LAMINE NDIAYE, COMÉDIEN
''Nos musiciens, comme nos comédiens, manquent de créativité''
C'est dans le cadre jovial du Just 4 You, où le Xalam se produisait avant-hier mercredi, que nous avons pu coincer le comédien Lamine Ndiaye. L'artiste qui est monté sur scène pour chanter a révélé un aspect de sa personnalité peu connu des Sénégalais. Coincé après le spectacle, il a pu nous dire comment il voyait l'évolution de la musique et du théâtre populaire. Lamine Ndiaye en profite pour rendre hommage à Souleymane Faye qui, avant lui et sur scène, a déclaré que Lamine Ndiaye était son seul et unique ami dans la vie.
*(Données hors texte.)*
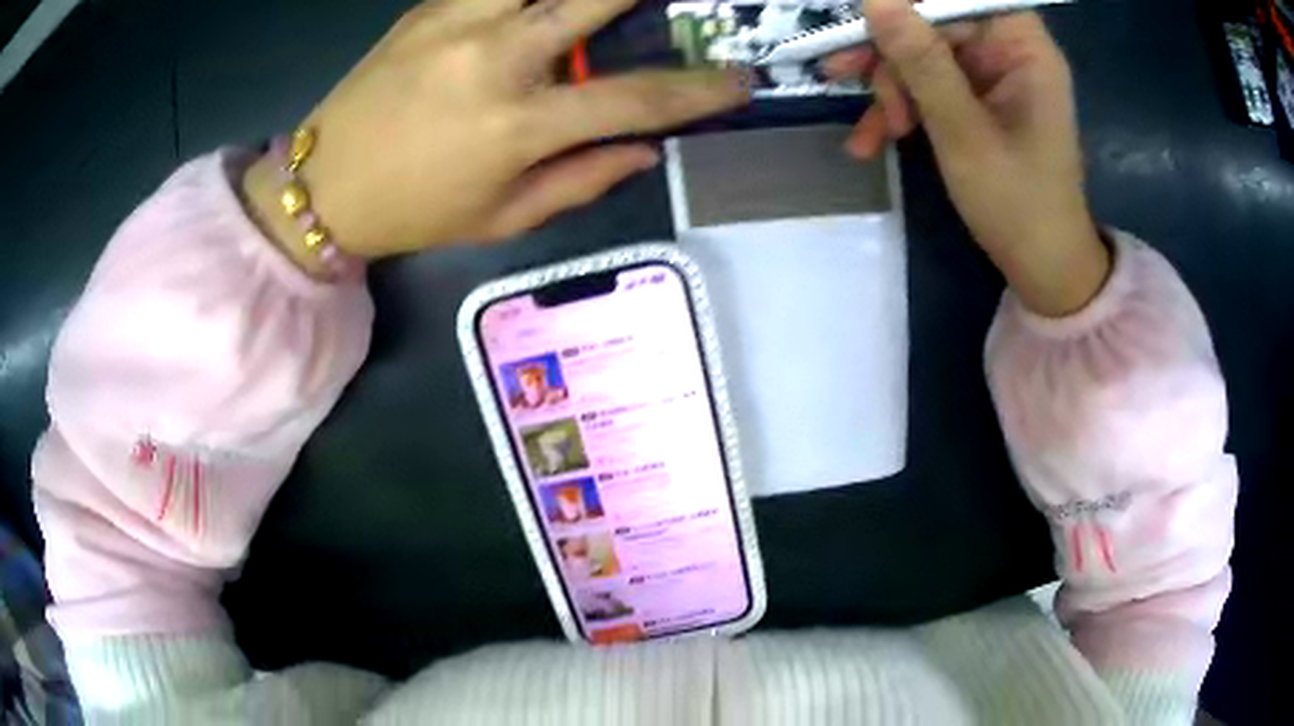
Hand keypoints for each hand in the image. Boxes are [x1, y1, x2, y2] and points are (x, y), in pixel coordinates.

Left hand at [243, 0, 748, 263]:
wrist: (322, 186)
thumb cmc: (415, 212)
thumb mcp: (503, 219)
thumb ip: (583, 180)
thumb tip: (646, 150)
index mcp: (517, 125)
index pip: (634, 100)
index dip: (698, 91)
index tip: (738, 81)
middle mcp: (495, 59)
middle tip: (684, 2)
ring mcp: (458, 21)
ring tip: (600, 6)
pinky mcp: (429, 6)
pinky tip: (543, 8)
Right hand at [824, 0, 1108, 316]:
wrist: (1041, 269)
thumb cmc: (1018, 206)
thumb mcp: (964, 133)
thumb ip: (922, 63)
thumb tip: (875, 0)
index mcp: (1023, 48)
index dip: (908, 3)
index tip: (863, 20)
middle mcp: (1007, 51)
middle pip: (932, 20)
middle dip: (889, 51)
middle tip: (842, 75)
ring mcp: (990, 76)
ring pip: (921, 51)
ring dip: (889, 86)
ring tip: (875, 133)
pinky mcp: (975, 99)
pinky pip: (927, 84)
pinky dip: (900, 108)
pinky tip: (874, 140)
Comment êtes-vous entré dans la musique ?
Je ne peux même pas l'expliquer. J'ai commencé avec le groupe ''Khawaaré'' avec Diabel Guèye. Il y avait Sass Dramé et Yoro le jeune frère à Ndiaga. C’était dans les années 70. C'est comme ça que j'ai débuté, j'ai fait quatre ans avec eux, et trois ans avec le groupe ''Sowruba'' de Louga. Ce qui me fait 7 ans d'expérience dans la musique.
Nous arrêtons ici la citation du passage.